986 F.3d 931
5th Cir.2021Background
- This litigation arises from the R. Allen Stanford Ponzi scheme; the SEC appointed Ralph Janvey as federal receiver and a court-created Official Stanford Investors Committee (OSIC) to represent investor interests.
- Plaintiffs sued banks that provided services to Stanford alleging fraud, fraudulent transfer, conversion, civil conspiracy, and statutory claims; OSIC intervened asserting claims on behalf of the receiver, the receivership estate, and Stanford investors.
- The district court denied class certification in November 2017; after class denial, the parties proceeded to extensive fact discovery.
- In April 2019, following communications from OSIC and the Examiner that Appellants viewed as ambiguous about investor representation, investor-appellants moved to intervene as of right (and alternatively permissively), asserting duplicative investor claims.
- The district court denied intervention as untimely and because OSIC adequately represented the appellants; the Fifth Circuit affirmed denial of intervention as of right and dismissed the appeal of permissive intervention.
Issues
| Issue | Plaintiff's Argument | Defendant's Argument | Held |
|---|---|---|---|
| Timeliness of intervention as of right | Appellants: motion timely because April 2019 statements created uncertainty about OSIC representation | Opposing parties: timeliness measured from denial of class certification; appellants waited ~18 months | Motion untimely; 18‑month delay weighed heavily against intervention; district court did not abuse discretion |
| Adequacy of representation / Standing of OSIC | Appellants: OSIC (and receiver) may lack standing to pursue investor claims (citing Lloyds) so representation could be inadequate | OSIC/receivership: investors' claims are derivative/dependent on receivership; OSIC (as assignee) owes fiduciary duties and will distribute recovery | Court held OSIC has standing to assert investors’ claims as derivative of receiver’s claims (following Zacarias); adequacy concern diminished |
| Permissive intervention | Appellants: alternatively seek permissive intervention to litigate individual claims | Opposing parties: untimely; would cause discovery duplication and delay | District court did not abuse discretion in denying permissive intervention; appeal dismissed for lack of jurisdiction |
| Motion to strike / Personal jurisdiction argument | Defendants S.G. Suisse and Friedli raised personal jurisdiction as an alternative basis to affirm denial | OSIC moved to strike PJ argument for failure to cross-appeal | Motion to strike denied; PJ argument not accepted as basis to overturn denial of intervention |
Key Cases Cited
- American Pipe & Constr. Co. v. Utah, 414 U.S. 538 (1974) (class-action tolling and timing of intervention after denial of class certification)
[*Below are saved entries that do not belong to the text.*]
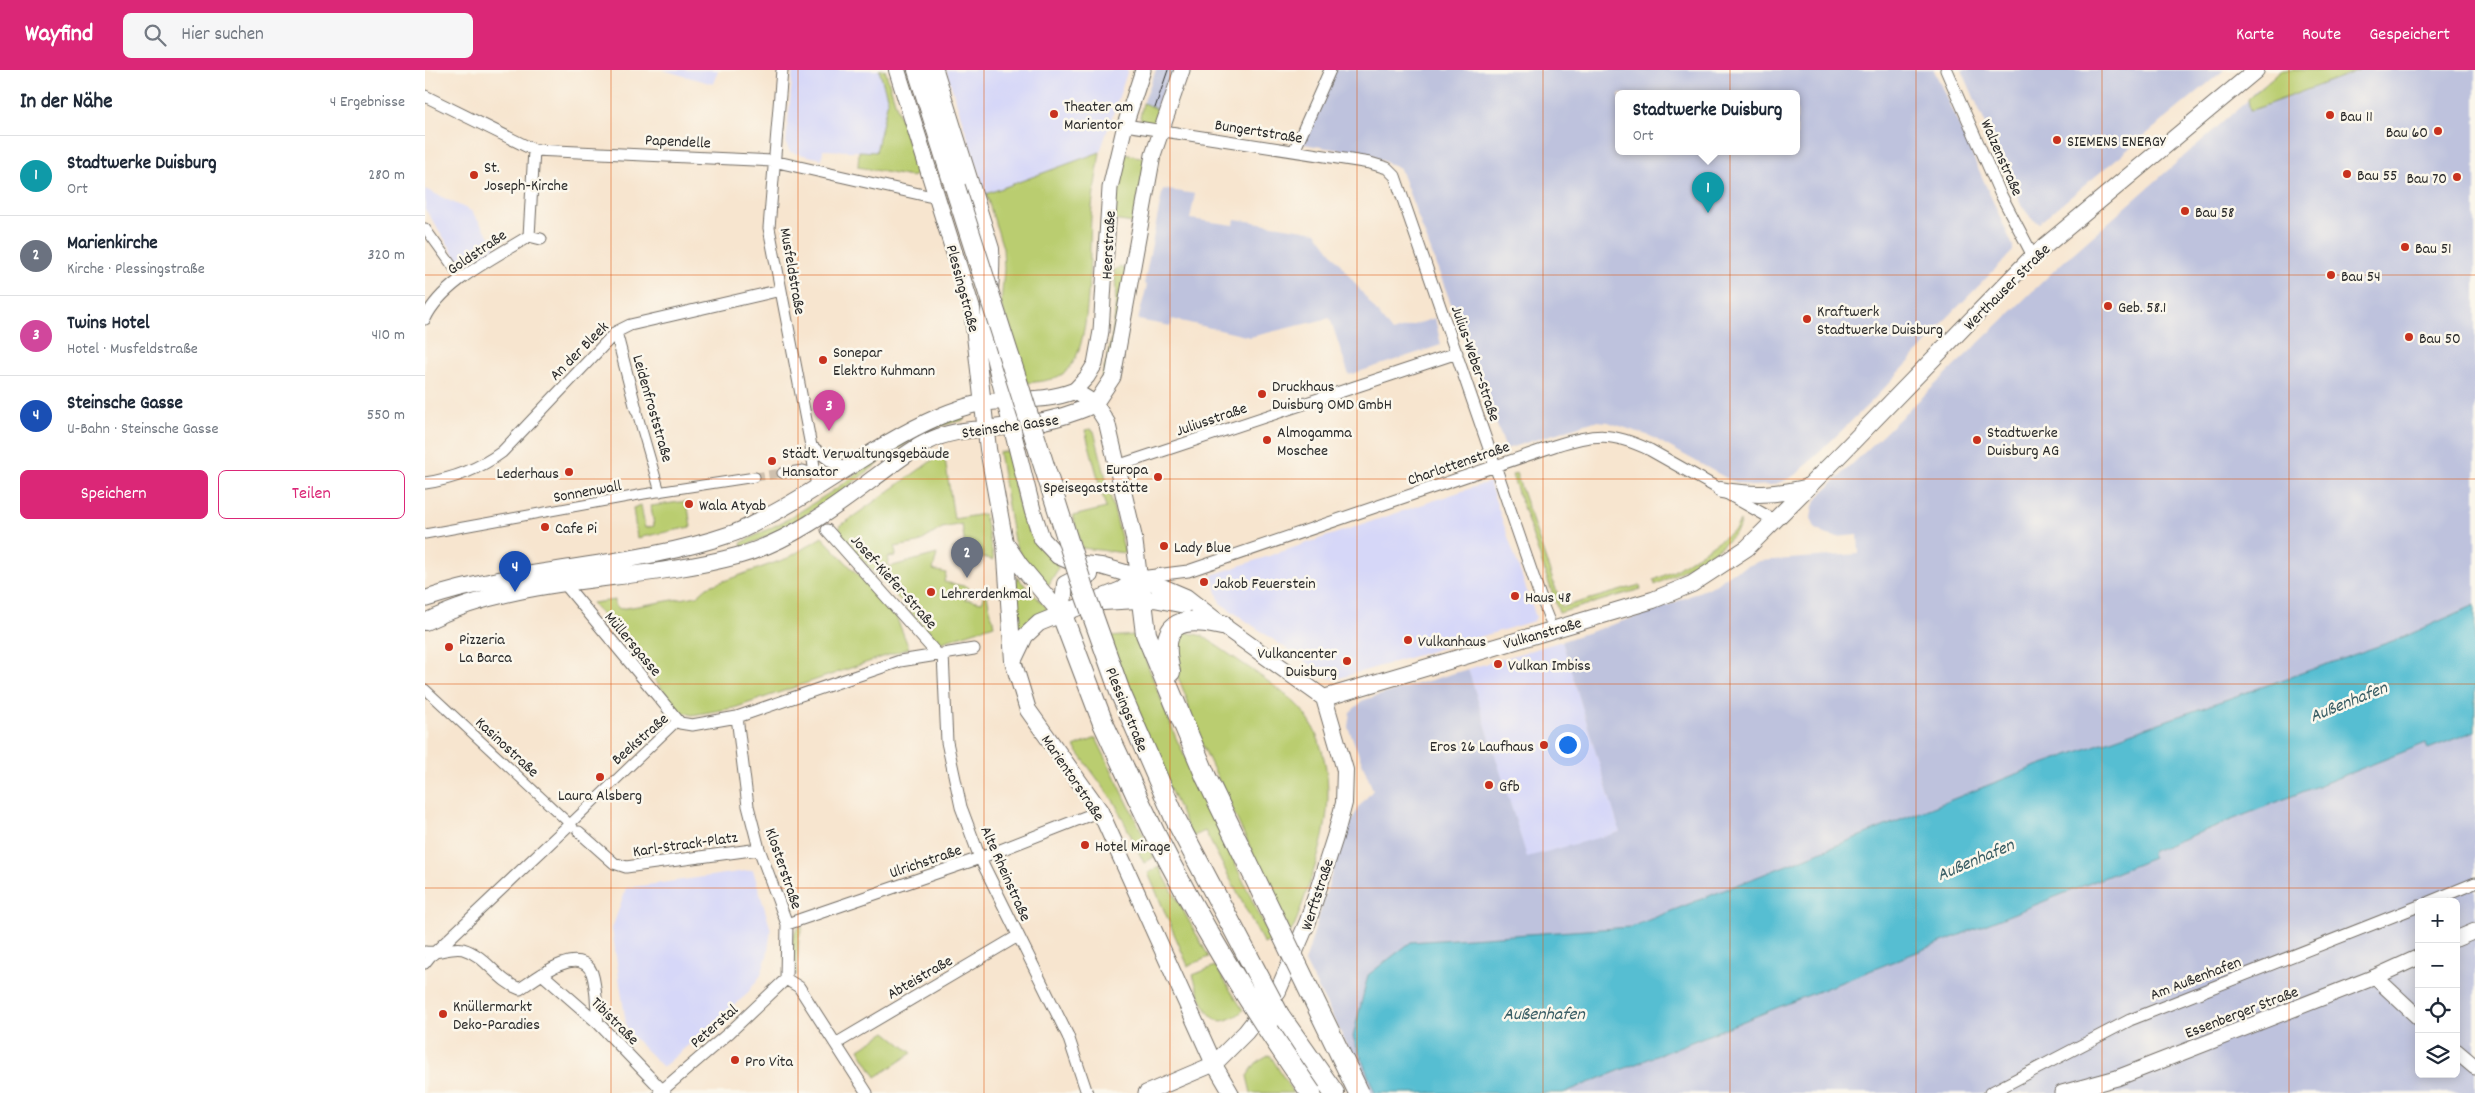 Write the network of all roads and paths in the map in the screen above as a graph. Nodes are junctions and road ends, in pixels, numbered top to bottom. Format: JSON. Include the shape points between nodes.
{"nodes":[{"id":1,"x":782,"y":70,"type":"edge"},
{"id":2,"x":897,"y":70,"type":"edge"},
{"id":3,"x":917,"y":70,"type":"edge"},
{"id":4,"x":935,"y":70,"type":"edge"},
{"id":5,"x":1143,"y":70,"type":"edge"},
{"id":6,"x":1182,"y":70,"type":"edge"},
{"id":7,"x":1330,"y":70,"type":"edge"},
{"id":8,"x":1946,"y":70,"type":"edge"},
{"id":9,"x":2256,"y":70,"type":"edge"},
{"id":10,"x":425,"y":98,"type":"edge"},
{"id":11,"x":1125,"y":125,"type":"junction"},
{"id":12,"x":1160,"y":131,"type":"junction"},
{"id":13,"x":534,"y":150,"type":"junction"},
{"id":14,"x":1294,"y":151,"type":"junction"},
{"id":15,"x":773,"y":161,"type":"junction"},
{"id":16,"x":1387,"y":168,"type":"joint"},
{"id":17,"x":937,"y":195,"type":"junction"},
{"id":18,"x":425,"y":228,"type":"edge"},
{"id":19,"x":529,"y":236,"type":"junction"},
{"id":20,"x":541,"y":239,"type":"dead end"},
{"id":21,"x":2033,"y":256,"type":"junction"},
{"id":22,"x":461,"y":278,"type":"junction"},
{"id":23,"x":781,"y":290,"type":"junction"},
{"id":24,"x":425,"y":319,"type":"edge"},
{"id":25,"x":616,"y":332,"type":"junction"},
{"id":26,"x":1457,"y":353,"type":"junction"},
{"id":27,"x":1074,"y":391,"type":"junction"},
{"id":28,"x":1007,"y":402,"type":"junction"},
{"id":29,"x":983,"y":403,"type":"junction"},
{"id":30,"x":1095,"y":404,"type":"junction"},
{"id":31,"x":636,"y":409,"type":"joint"},
{"id":32,"x":1012,"y":426,"type":"junction"},
{"id":33,"x":985,"y":429,"type":"junction"},
{"id":34,"x":811,"y":446,"type":"junction"},
{"id":35,"x":1117,"y":466,"type":"junction"},
{"id":36,"x":1496,"y":467,"type":"junction"},
{"id":37,"x":849,"y":468,"type":"junction"},
{"id":38,"x":782,"y":473,"type":"tunnel mouth"},
{"id":39,"x":755,"y":477,"type":"tunnel mouth"},
{"id":40,"x":816,"y":481,"type":"junction"},
{"id":41,"x":425,"y":483,"type":"edge"},
{"id":42,"x":1805,"y":488,"type":"junction"},
{"id":43,"x":1721,"y":490,"type":"junction"},
{"id":44,"x":661,"y":492,"type":"junction"},
{"id":45,"x":1774,"y":520,"type":"junction"},
{"id":46,"x":827,"y":530,"type":"dead end"},
{"id":47,"x":425,"y":534,"type":"edge"},
{"id":48,"x":1005,"y":543,"type":"junction"},
{"id":49,"x":1074,"y":562,"type":"junction"},
{"id":50,"x":1117,"y":571,"type":"junction"},
{"id":51,"x":1139,"y":577,"type":"junction"},
{"id":52,"x":564,"y":583,"type":"junction"},
{"id":53,"x":1541,"y":599,"type":"joint"},
{"id":54,"x":425,"y":600,"type":"edge"},
{"id":55,"x":1141,"y":600,"type":"junction"},
{"id":56,"x":1096,"y":602,"type":"junction"},
{"id":57,"x":1063,"y":614,"type":"junction"},
{"id":58,"x":1549,"y":619,"type":"dead end"},
{"id":59,"x":425,"y":622,"type":"edge"},
{"id":60,"x":1222,"y":625,"type":"junction"},
{"id":61,"x":974,"y":649,"type":"dead end"},
{"id":62,"x":941,"y":655,"type":"junction"},
{"id":63,"x":1013,"y":661,"type":"junction"},
{"id":64,"x":425,"y":690,"type":"edge"},
{"id":65,"x":1324,"y":698,"type":"junction"},
{"id":66,"x":1179,"y":716,"type":"junction"},
{"id":67,"x":737,"y":717,"type":"junction"},
{"id":68,"x":680,"y":723,"type":"junction"},
{"id":69,"x":1100,"y":811,"type":"junction"},
{"id":70,"x":570,"y":824,"type":"junction"},
{"id":71,"x":579,"y":832,"type":"joint"},
{"id":72,"x":759,"y":849,"type":"junction"},
{"id":73,"x":980,"y":858,"type":"junction"},
{"id":74,"x":2475,"y":883,"type":"edge"},
{"id":75,"x":2439,"y":898,"type":"edge"},
{"id":76,"x":2415,"y":908,"type":"edge"},
{"id":77,"x":787,"y":924,"type":"junction"},
{"id":78,"x":2475,"y":931,"type":"edge"},
{"id":79,"x":1018,"y":936,"type":"junction"},
{"id":80,"x":2460,"y":937,"type":"edge"},
{"id":81,"x":429,"y":953,"type":"edge"},
{"id":82,"x":2415,"y":959,"type":"edge"},
{"id":83,"x":425,"y":964,"type":"edge"},
{"id":84,"x":542,"y":974,"type":"junction"},
{"id":85,"x":2375,"y":977,"type":"junction"},
{"id":86,"x":785,"y":979,"type":"junction"},
{"id":87,"x":2415,"y":1014,"type":"edge"},
{"id":88,"x":1279,"y":1015,"type":"junction"},
{"id":89,"x":598,"y":1023,"type":"junction"},
{"id":90,"x":837,"y":1043,"type":"junction"},
{"id":91,"x":2460,"y":1054,"type":"edge"},
{"id":92,"x":1214,"y":1064,"type":"junction"},
{"id":93,"x":2475,"y":1067,"type":"edge"},
{"id":94,"x":662,"y":1092,"type":"edge"},
{"id":95,"x":867,"y":1093,"type":"edge"},
{"id":96,"x":1087,"y":1093,"type":"edge"},
{"id":97,"x":1146,"y":1093,"type":"edge"},
{"id":98,"x":1231,"y":1093,"type":"edge"},
{"id":99,"x":1312,"y":1093,"type":"edge"},
{"id":100,"x":1334,"y":1093,"type":"edge"},
{"id":101,"x":1359,"y":1093,"type":"edge"},
{"id":102,"x":1990,"y":1093,"type":"edge"},
{"id":103,"x":2062,"y":1093,"type":"edge"}],
"edges":[{"from":1,"to":15,"type":"street","name":"Musfeldstraße"},
{"from":2,"to":17,"type":"main road","name":"Plessingstraße"},
{"from":3,"to":88,"type":"highway","name":"Plessingstraße","bridge":true,"via":[[1084,591],[1120,692],[1175,818]]},
{"from":4,"to":28,"type":"main road","name":"Plessingstraße","via":[[991,249],[988,329]]},
{"from":5,"to":11,"type":"street","name":"Heerstraße"},
{"from":6,"to":12,"type":"street","name":"Heerstraße"},
{"from":7,"to":14,"type":"street"},
{"from":8,"to":21,"type":"street","name":"Walzenstraße","via":[[2000,193]]},
{"from":9,"to":21,"type":"main road","name":"Werthauser Straße"},
{"from":10,"to":13,"type":"street","name":"Papendelle"},
{"from":11,"to":12,"type":"street","name":"Bungertstraße"},
{"from":11,"to":27,"type":"street","name":"Heerstraße","via":[[1109,197],[1102,322],[1095,364]]},
{"from":12,"to":14,"type":"street","name":"Bungertstraße"},
{"from":12,"to":30,"type":"street","name":"Heerstraße","via":[[1113,377]]},
{"from":13,"to":15,"type":"street","name":"Papendelle"},
{"from":13,"to":19,"type":"street","name":"Goldstraße"},
{"from":14,"to":16,"type":"street","name":"Bungertstraße"},
{"from":15,"to":17,"type":"street","name":"Papendelle","via":[[928,196]]},
{"from":15,"to":23,"type":"street","name":"Musfeldstraße","via":[[769,228]]},
{"from":16,"to":26,"type":"street","name":"Julius-Weber-Straße","via":[[1395,176]]},
{"from":17,"to":29,"type":"main road","name":"Plessingstraße","via":[[972,309]]},
{"from":18,"to":22,"type":"street"},
{"from":19,"to":20,"type":"street","name":"Goldstraße"},
{"from":19,"to":22,"type":"street","name":"Goldstraße"},
{"from":21,"to":42,"type":"main road","name":"Werthauser Straße"},
{"from":22,"to":24,"type":"street","name":"Goldstraße","via":[[430,307]]},
{"from":23,"to":25,"type":"street","name":"An der Bleek","via":[[630,325]]},
{"from":23,"to":34,"type":"street","name":"Musfeldstraße"},
{"from":25,"to":31,"type":"street","name":"Leidenfroststraße"},
{"from":25,"to":41,"type":"street","name":"An der Bleek","via":[[502,452],[485,465]]},
{"from":26,"to":35,"type":"street","name":"Juliusstraße"},
{"from":26,"to":36,"type":"street","name":"Julius-Weber-Straße"},
{"from":27,"to":28,"type":"main road","name":"Steinsche Gasse","via":[[1059,397]]},
{"from":27,"to":30,"type":"main road"},
{"from":28,"to":29,"type":"main road","name":"Steinsche Gasse"},
{"from":28,"to":32,"type":"main road","name":"Plessingstraße"},
{"from":29,"to":33,"type":"main road","name":"Plessingstraße"},
{"from":29,"to":37,"type":"main road","name":"Steinsche Gasse","via":[[948,412],[919,426]]},
{"from":30,"to":32,"type":"main road","name":"Steinsche Gasse","via":[[1068,416]]},
{"from":30,"to":35,"type":"main road","via":[[1107,423]]},
{"from":31,"to":44,"type":"street","name":"Leidenfroststraße"},
{"from":32,"to":33,"type":"main road","name":"Steinsche Gasse"},
{"from":32,"to":49,"type":"main road","name":"Plessingstraße","via":[[1042,539],[1058,556]]},
{"from":33,"to":48,"type":"main road","name":"Plessingstraße"},
{"from":33,"to":52,"type":"main road","name":"Steinsche Gasse","via":[[962,430],[927,442],[801,527],[740,555],[687,566]]},
{"from":34,"to":37,"type":"street","via":[[820,456]]},
{"from":34,"to":40,"type":"street","name":"Musfeldstraße"},
{"from":35,"to":51,"type":"main road","via":[[1134,538]]},
{"from":36,"to":43,"type":"street","name":"Charlottenstraße","via":[[1579,438],[1606,435],[1637,444]]},
{"from":36,"to":51,"type":"street","name":"Charlottenstraße","via":[[1188,571]]},
{"from":36,"to":53,"type":"street","name":"Julius-Weber-Straße"},
{"from":37,"to":40,"type":"main road","name":"Steinsche Gasse"},
{"from":38,"to":40,"type":"street","via":[[803,470]]},
{"from":39,"to":44,"type":"street","name":"Sonnenwall"},
{"from":40,"to":54,"type":"main road","name":"Steinsche Gasse","via":[[733,534],[655,554],[522,576]]},
{"from":42,"to":43,"type":"main road","via":[[1750,496]]},
{"from":42,"to":45,"type":"main road","name":"Werthauser Straße"},
{"from":43,"to":45,"type":"street","name":"Charlottenstraße"},
{"from":44,"to":47,"type":"street","name":"Sonnenwall"},
{"from":45,"to":65,"type":"main road","name":"Vulkanstraße","via":[[1747,548],[1723,564],[1692,584],[1653,600]]},
{"from":46,"to":62,"type":"street","name":"Josef-Kiefer-Straße"},
{"from":48,"to":57,"type":"main road","name":"Plessingstraße"},
{"from":48,"to":63,"type":"main road","name":"Plessingstraße"},
{"from":49,"to":50,"type":"main road","name":"Plessingstraße"},
{"from":49,"to":57,"type":"main road","via":[[1056,580],[1054,599]]},
{"from":50,"to":51,"type":"main road","name":"Plessingstraße"},
{"from":50,"to":57,"type":"main road","via":[[1077,578],[1065,584]]},
{"from":51,"to":55,"type":"highway"},
{"from":51,"to":56,"type":"main road"},
{"from":51,"to":60,"type":"main road","via":[[1187,597]]},
{"from":52,"to":59,"type":"main road","name":"Steinsche Gasse","via":[[489,597]]},
{"from":52,"to":68,"type":"street","name":"Müllersgasse"},
{"from":53,"to":58,"type":"street"},
{"from":55,"to":56,"type":"main road"},
{"from":55,"to":60,"type":"main road","via":[[1179,603]]},
{"from":55,"to":66,"type":"highway","via":[[1147,634]]},
{"from":56,"to":57,"type":"main road"},
{"from":57,"to":63,"type":"main road","via":[[1039,623],[1025,636]]},
{"from":57,"to":99,"type":"highway","bridge":true,"via":[[1103,723],[1161,848],[1196,912],[1281,1050]]},
{"from":60,"to":65,"type":"main road"},
{"from":60,"to":66,"type":"highway","via":[[1187,621],[1173,628],[1168,635],[1166,653]]},
{"from":61,"to":62,"type":"street","name":"Beekstraße"},
{"from":62,"to":67,"type":"street","name":"Beekstraße","via":[[900,661]]},
{"from":62,"to":73,"type":"street","name":"Alte Rheinstraße","via":[[947,742],[961,808]]},
{"from":63,"to":69,"type":"main road","name":"Marientorstraße","via":[[1028,710]]},
{"from":64,"to":70,"type":"street","name":"Kasinostraße"},
{"from":65,"to":92,"type":"main road","name":"Werftstraße","via":[[1345,770],[1344,803],[1335,836],[1308,921],[1278,991],[1246,1032]]},
{"from":66,"to":101,"type":"highway","bridge":true,"via":[[1227,823]]},
{"from":67,"to":68,"type":"street","name":"Beekstraße","via":[[692,725]]},
{"from":67,"to":72,"type":"street","name":"Klosterstraße","via":[[749,806]]},
{"from":68,"to":70,"type":"street","name":"Beekstraße","via":[[675,723]]},
{"from":69,"to":73,"type":"street","name":"Ulrichstraße"},
{"from":69,"to":92,"type":"main road","name":"Marientorstraße"},
{"from":70,"to":71,"type":"street","name":"Karl-Strack-Platz"},
{"from":70,"to":81,"type":"street","name":"Beekstraße"},
{"from":71,"to":72,"type":"street","name":"Karl-Strack-Platz","via":[[614,863],[626,867]]},
{"from":72,"to":77,"type":"street","name":"Klosterstraße"},
{"from":73,"to":77,"type":"street","name":"Ulrichstraße"},
{"from":73,"to":79,"type":"street","name":"Alte Rheinstraße"},
{"from":74,"to":75,"type":"street"},
{"from":76,"to":102,"type":"street","name":"Am Außenhafen","via":[[2130,1020]]},
{"from":77,"to":86,"type":"street","name":"Klosterstraße"},
{"from":78,"to":80,"type":"street"},
{"from":79,"to":90,"type":"street","name":"Abteistraße"},
{"from":79,"to":96,"type":"street","name":"Alte Rheinstraße","via":[[1068,1036]]},
{"from":81,"to":83,"type":"street","name":"Beekstraße"},
{"from":81,"to":84,"type":"street","via":[[461,948],[478,956],[508,985],[520,989]]},
{"from":82,"to":85,"type":"street","name":"Essenberger Straße"},
{"from":84,"to":89,"type":"street","name":"Tibistraße"},
{"from":84,"to":89,"type":"street","via":[[568,961],[579,961],[588,966],[593,975]]},
{"from":85,"to":87,"type":"street"},
{"from":85,"to":103,"type":"street","name":"Essenberger Straße","via":[[2117,1078]]},
{"from":86,"to":90,"type":"street","via":[[799,987]]},
{"from":86,"to":94,"type":"street","name":"Peterstal"},
{"from":88,"to":99,"type":"highway","bridge":true},
{"from":88,"to":100,"type":"highway","name":"Plessingstraße"},
{"from":89,"to":94,"type":"street","name":"Tibistraße"},
{"from":90,"to":95,"type":"street"},
{"from":91,"to":93,"type":"street"},
{"from":92,"to":97,"type":"street"},
{"from":92,"to":98,"type":"street","name":"Marientorstraße"}]}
- Stallworth v. Monsanto Co., 558 F.2d 257 (5th Cir. 1977) (timeliness factors for intervention)
- Zacarias v. Stanford Int’l Bank, Ltd., 945 F.3d 883 (5th Cir. 2019) (investor claims were derivative of receivership claims; receiver/assignee had authority to bring/settle them)
- SEC v. Stanford Int’l Bank, Ltd. (Lloyds), 927 F.3d 830 (5th Cir. 2019) (limits on receiver standing for non-derivative claims)
- Trbovich v. United Mine Workers of Am., 404 U.S. 528 (1972) (minimal burden to show potential inadequacy of representation)
- Edwards v. City of Houston, 78 F.3d 983 (5th Cir. 1996) (standards of review for denial of intervention)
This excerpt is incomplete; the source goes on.